You can browse the available models to see what’s on offer. There’s quite the selection these days - from small efficient models to larger more capable ones, coding-specific models, vision models, and reasoning models. The choice is overwhelming but the good news is you can start small.
Choosing a Model
For getting started quickly I’d recommend Meta’s Llama 3.2. It’s a small but capable model that comes in 1B(illion) and 3B(illion) parameter sizes. The 3B version is the default and weighs in at around 2.0GB which means it downloads quickly and runs on most machines without breaking a sweat. You can find more details at ollama.com/library/llama3.2.
To download and run it, open your terminal and simply run:
ollama run llama3.2
Ollama will download the model and drop you into an interactive chat. Have a play around with it to get a feel for what it can do.
Building a Chat Agent in C#
So now we have Ollama running locally with a model downloaded, let’s write some C# to talk to it. For this example I’ll use the OllamaSharp NuGet package which makes the whole thing remarkably simple.
First, create a new console app and add the package:
dotnet new console -n OllamaChat
cd OllamaChat
dotnet add package OllamaSharp
Now here’s the code to create a simple interactive chat agent:
using OllamaSharp;
var uri = new Uri("http://localhost:11434");
var ollama = new OllamaApiClient(uri);
ollama.SelectedModel = "llama3.2";
var chat = new Chat(ollama);
Console.WriteLine("Chat with llama3.2 (type 'exit' to quit)");
Console.WriteLine();
while (true)
{
Console.Write("You: ");
var message = Console.ReadLine();
if (string.IsNullOrEmpty(message) || message.ToLower() == "exit")
break;
Console.Write("AI: ");
await foreach (var answerToken in chat.SendAsync(message))

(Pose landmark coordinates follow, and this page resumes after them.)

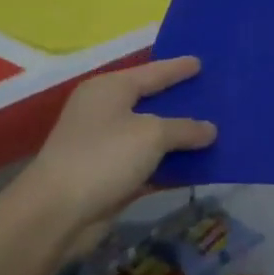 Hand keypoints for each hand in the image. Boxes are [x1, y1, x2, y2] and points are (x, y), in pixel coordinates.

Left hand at [18, 57, 216, 232]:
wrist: (57, 212)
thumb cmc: (104, 157)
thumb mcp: (151, 135)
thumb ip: (185, 129)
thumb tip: (210, 130)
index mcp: (110, 89)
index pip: (152, 72)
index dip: (177, 68)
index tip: (201, 62)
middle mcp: (105, 112)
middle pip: (152, 102)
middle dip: (182, 102)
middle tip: (214, 95)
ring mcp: (107, 146)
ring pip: (153, 137)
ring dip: (180, 138)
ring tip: (215, 131)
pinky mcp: (111, 177)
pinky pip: (150, 164)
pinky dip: (172, 165)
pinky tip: (200, 166) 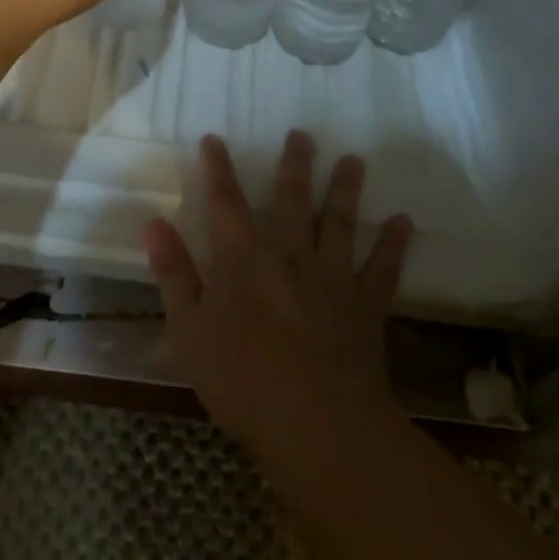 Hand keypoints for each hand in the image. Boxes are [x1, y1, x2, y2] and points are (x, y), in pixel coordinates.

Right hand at [145, 131, 412, 455]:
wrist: (317, 425)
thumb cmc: (242, 381)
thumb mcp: (189, 331)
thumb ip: (174, 274)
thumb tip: (153, 224)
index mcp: (243, 259)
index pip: (226, 202)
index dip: (219, 168)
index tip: (215, 138)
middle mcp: (290, 255)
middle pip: (292, 200)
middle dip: (295, 165)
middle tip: (303, 134)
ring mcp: (333, 277)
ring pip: (340, 222)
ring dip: (346, 189)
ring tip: (354, 160)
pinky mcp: (366, 305)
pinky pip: (384, 268)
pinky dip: (394, 244)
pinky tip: (404, 221) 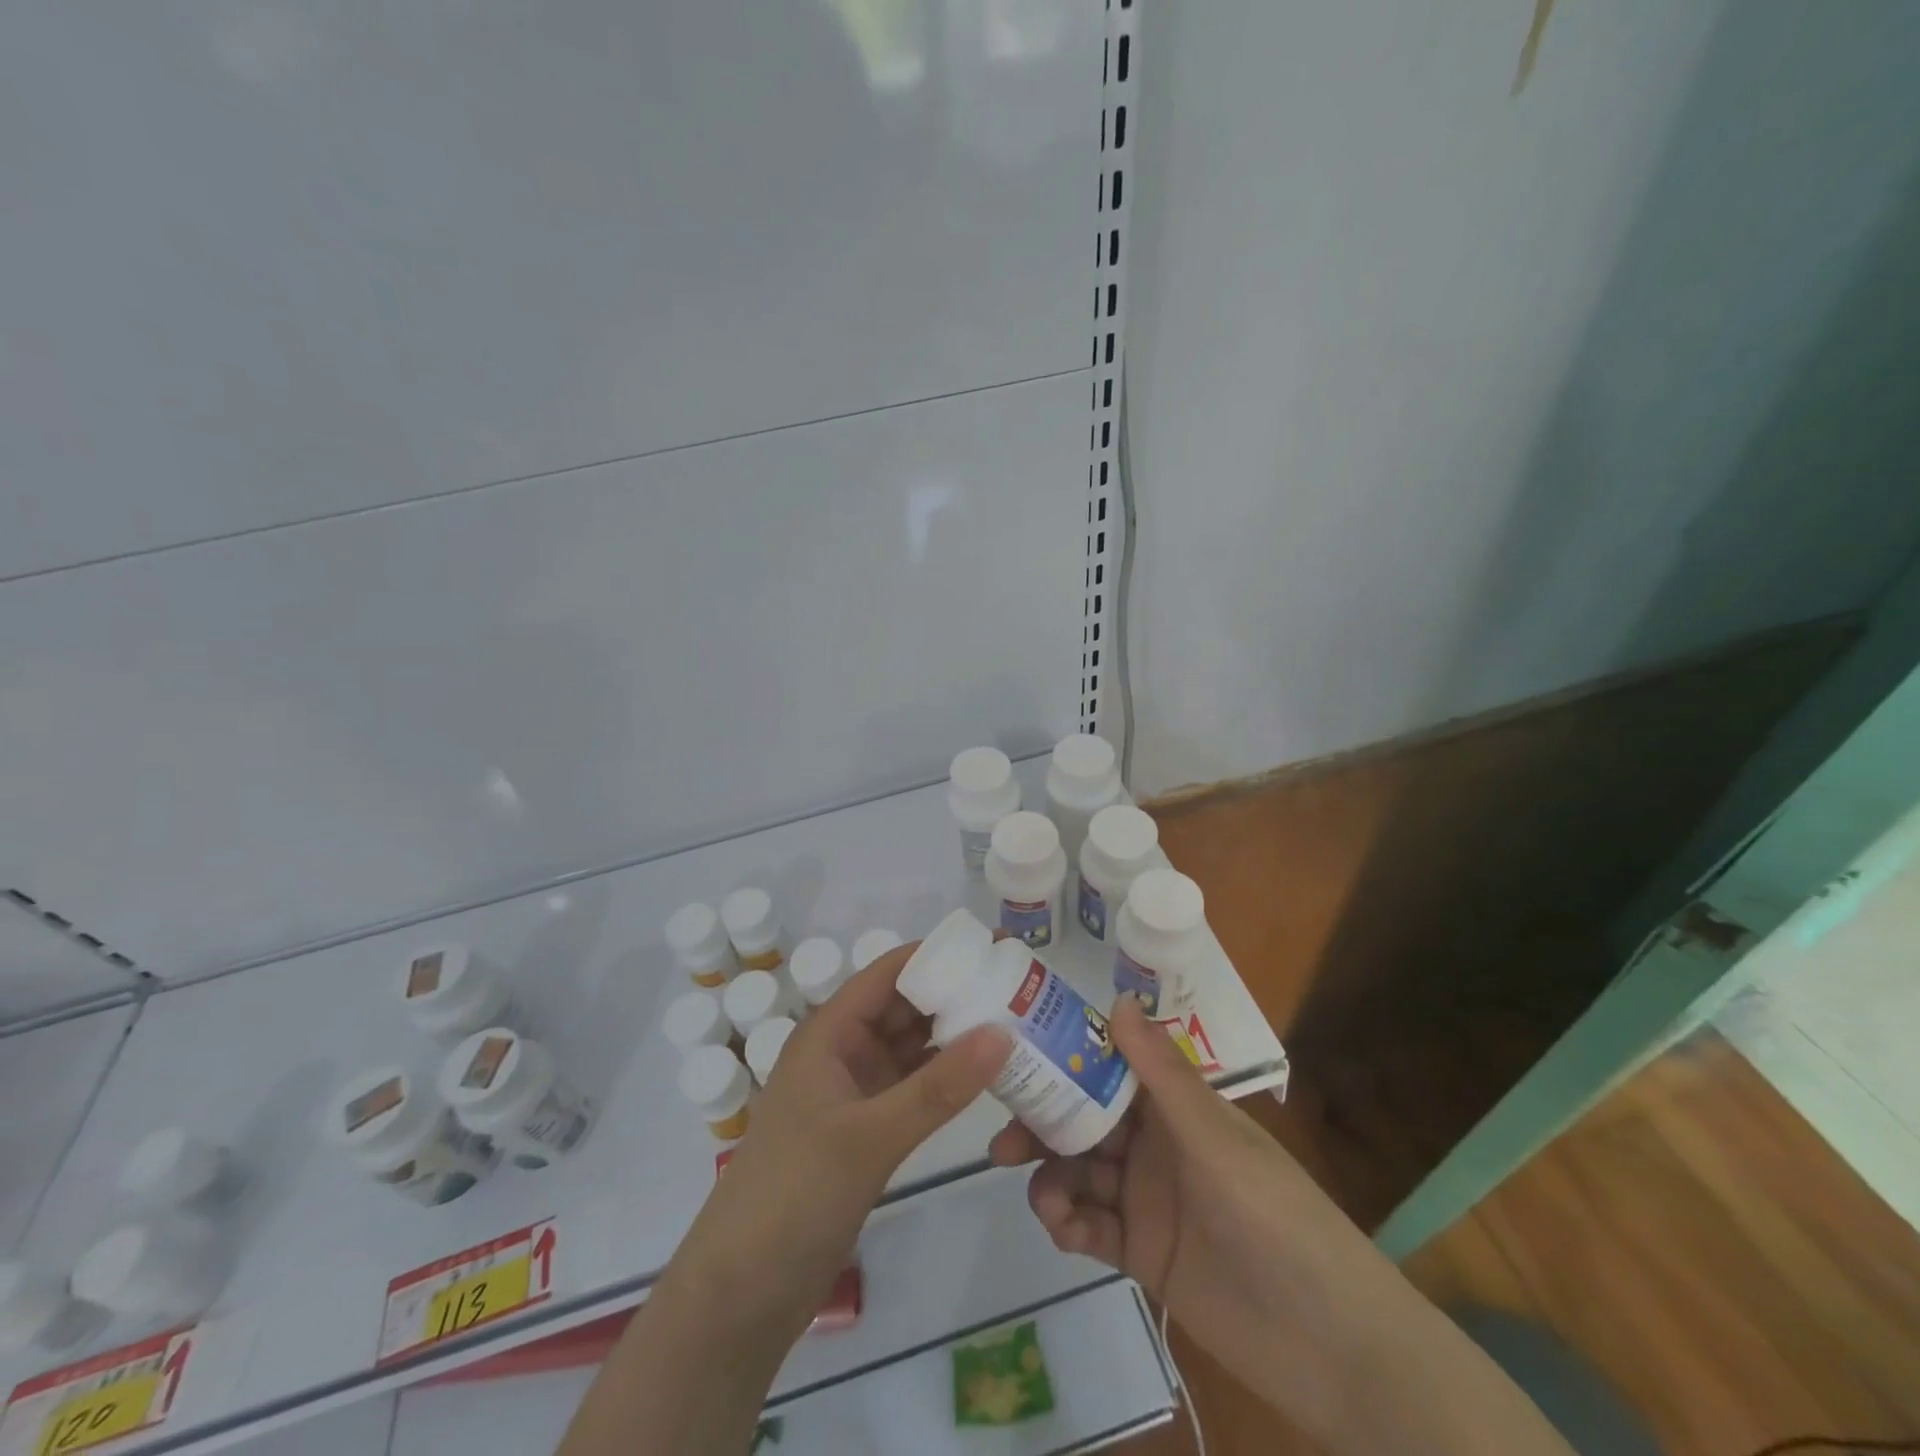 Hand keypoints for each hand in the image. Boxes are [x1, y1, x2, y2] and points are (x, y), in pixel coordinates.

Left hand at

Console.Write(answerToken);
Console.WriteLine();
Console.WriteLine();
}
Let’s break down what’s happening here. We create an OllamaApiClient pointing at localhost:11434 which is where Ollama runs by default. We then tell it which model we want to use - in this case llama3.2. The Chat class handles the conversation state for us so it remembers the context of previous messages.
The interesting bit is the await foreach loop. Rather than waiting for the entire response to come back before displaying it, we’re streaming the tokens as they’re generated. This gives that nice effect where you see the AI “typing” its response in real-time rather than staring at a blank screen waiting.
Run the app and start chatting! The code is available in this GitHub repo
Experimenting with Different Models
The beauty of Ollama is you can easily swap models. Want to try a reasoning model like DeepSeek-R1? Just change the selected model:
ollama.SelectedModel = "deepseek-r1:8b";
Of course you’ll need to download it first:
ollama pull deepseek-r1:8b
The code remains the same - only the model name changes. This makes it trivial to experiment and compare different models for your use case.
Conclusion
And there you have it. A fully local AI chat agent running on your machine with no cloud dependencies, no token costs and no data leaving your network. The code is minimal and the setup is straightforward.
Obviously this is just scratching the surface. You could extend this to build more sophisticated applications - perhaps a coding assistant that understands your codebase, a document analyser that processes sensitive files locally, or even integrate it into your existing applications where privacy is paramount.
The AI landscape continues to evolve rapidly and having the option to run your own models locally for development and then deployed on GPU heavy VMs with network policies applicable for your app might be appealing for some with strict privacy requirements and big budgets. You could also run an AI cluster of Mac Studios on prem and use exo something like Tailscale to open a VPN for your app and developers. There’s some “interesting” ways to run your own LLMs if you wish out there.
Running your own LLM means you are reliant on open source projects and then training it for your own needs which is some upfront costs for you to maintain and there is always going to be the chance that online models like Claude/Gemini/ChatGPT will always be one step ahead in their capabilities. However, the key to all of this is options, you have the option to do whatever you want and deal with the trade-offs for either approach.